Project Leader: Drew Foreman Project Dates: May 17,2010 - November 15,2010 Email Address: Aforeman@thesca.org
This hitch will go down in the record books. For starters we cleared more trail this week than any other hitch thus far, over seven thousand feet to be exact. It was quite the display of teamwork and determination. After five months of blood, sweat, and nettles, it is my pleasure to announce to you that Ramsey’s draft trail is finished! This May it was a virtually impossible hike. The brush was so thick that you couldn’t throw a cat through it. Now you could ride an elephant to Hiner Spring if you could find an elephant to ride to Hiner Spring. So spread the word and go enjoy this amazing place.
For logistics sake we opted to hike in from the Todd Lake side of the wilderness rather than the Mountain House trailhead. It was a nice change in scenery. Just in time for the leaves to change no less. Every once and a while you would find yourself in a National Geographic centerfold and it made for a few: “we must be the coolest kids on the planet” moments. The weather betrayed us for the last couple of days. Things got cold and wet and we learned to appreciate good raingear. A little mist and fog never slowed us down though and the clouds miraculously lifted just in time for breakfast on hike out day.
We rotate cooking duties out here. My meals are notorious failures. Not for a lack of trying. It’s just bad luck. Or maybe I am just a bad cook. Either way, I fear that the team has lost trust in my cooking abilities.
It all started with the great black bean overestimation of hitch four. Turns out, eight cups of dried black beans yielded more than we could handle. Who knew? Another time there was a slight miscommunication in rice portioning . ”Just half a cup per person” sounds a lot like “ just have a cup per person”. Eventually we got it cleared up, but not without making enough rice to feed the Chicago Bears. The gang was not happy about having rice for lunch the rest of the hitch. “Heavy Metal Mexican Night” didn’t go over so well. Partly because I burned everything and partly because my teammates lack an appreciation for late 80’s thrash metal with their meal. Looks like the tacos aren’t the only ones with bad taste. On pizza night we learned the difference between brewer’s yeast and bread yeast….. the hard way. Brewer’s yeast is a horrible leavening agent by the way. Do not use it in your pizza dough.
At this point my cooking night has evolved into more of a group entertainment spectacle than anything else . At dinner time everyone gathers around the Whisperlites and watches Kitt make a slapstick routine out of preparing stir fry. Occasionally someone will spout condescending advice, but most of the time they just point and laugh at my expense.

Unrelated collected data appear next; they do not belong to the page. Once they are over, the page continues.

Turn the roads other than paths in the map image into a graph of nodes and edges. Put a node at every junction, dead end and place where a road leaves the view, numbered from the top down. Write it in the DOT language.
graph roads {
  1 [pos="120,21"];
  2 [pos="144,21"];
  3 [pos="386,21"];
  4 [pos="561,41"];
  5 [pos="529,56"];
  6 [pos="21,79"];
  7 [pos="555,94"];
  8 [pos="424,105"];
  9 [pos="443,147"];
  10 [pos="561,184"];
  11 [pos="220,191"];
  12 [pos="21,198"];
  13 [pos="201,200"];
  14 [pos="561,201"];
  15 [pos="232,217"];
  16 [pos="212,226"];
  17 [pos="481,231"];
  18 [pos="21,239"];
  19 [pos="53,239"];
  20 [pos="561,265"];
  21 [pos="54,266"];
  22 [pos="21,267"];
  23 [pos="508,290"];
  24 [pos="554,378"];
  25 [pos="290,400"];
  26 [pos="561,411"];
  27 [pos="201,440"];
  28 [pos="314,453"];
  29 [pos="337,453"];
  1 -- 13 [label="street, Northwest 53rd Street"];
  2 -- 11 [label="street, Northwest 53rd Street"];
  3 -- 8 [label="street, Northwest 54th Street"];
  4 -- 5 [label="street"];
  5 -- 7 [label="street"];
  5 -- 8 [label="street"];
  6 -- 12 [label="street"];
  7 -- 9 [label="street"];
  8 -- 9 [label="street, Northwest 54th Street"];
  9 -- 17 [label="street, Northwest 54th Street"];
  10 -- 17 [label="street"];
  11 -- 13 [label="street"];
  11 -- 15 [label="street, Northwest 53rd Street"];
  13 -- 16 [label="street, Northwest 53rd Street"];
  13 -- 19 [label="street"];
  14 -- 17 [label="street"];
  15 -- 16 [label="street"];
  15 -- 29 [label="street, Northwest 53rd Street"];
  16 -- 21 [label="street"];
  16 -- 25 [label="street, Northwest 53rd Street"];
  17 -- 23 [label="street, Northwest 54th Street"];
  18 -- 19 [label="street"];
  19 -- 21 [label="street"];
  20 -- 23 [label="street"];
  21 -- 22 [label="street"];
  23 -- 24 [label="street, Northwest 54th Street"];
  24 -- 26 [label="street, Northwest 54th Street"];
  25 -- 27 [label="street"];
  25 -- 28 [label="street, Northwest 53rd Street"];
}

I feel like they look forward to the Kitt West culinary comedy hour almost as much as I have come to dread it.
But by far the highlight of the trip was Spencer’s meal. It was a pretty straight forward dish. Vegetables in tomato sauce over rice. Even still the guy made me look like Rachel Ray. His vegetables included a cucumber (can you sauté a cucumber?) and a squash that rotted in its own juice at the bottom of a bear vault for a few days. The squash wasn’t questionable, it was rotten. And it tasted like the bottom of a dumpster. Low and behold Reuben dry heaved again. For the record no one has ever dry heaved as a result of my cooking.
Inevitably someone had to step to the task of drinking the rotten squash water. Had you smelled this stuff you would agree that no human being could ever stomach such rancid slurry. So when Caitlin started collecting bets I figured I was sure to double my money. I almost felt guilty for subjecting my teammate to certain projectile vomiting. She never hesitated. And I will be a monkey’s uncle if she didn’t drink that rotten squash water like it was Kool-Aid. It was one of the most impressively disgusting feats that I have ever witnessed, hats off to Caitlin Arnold and her stomach of steel.
We will keep you posted on every inch of our progress and keep showing you impressive before/after pictures so you can see that we work a lot. What you don’t see is that we laugh a lot to. Sometimes we don’t even notice. It is the little everyday moments with the ones around you that really matter. We are six total strangers slowly becoming best friends in the woods together. It’s incredible. So don’t forget to stop and smell the roses.
My falafel soup-rice (pronounced “surprise”. Pretty clever, right?), went relatively unnoticed in the shadow of Spencer’s three ring circus meal. He may have taken the heat off of me. I am really sorry Spencer, but I can’t wait to point and laugh.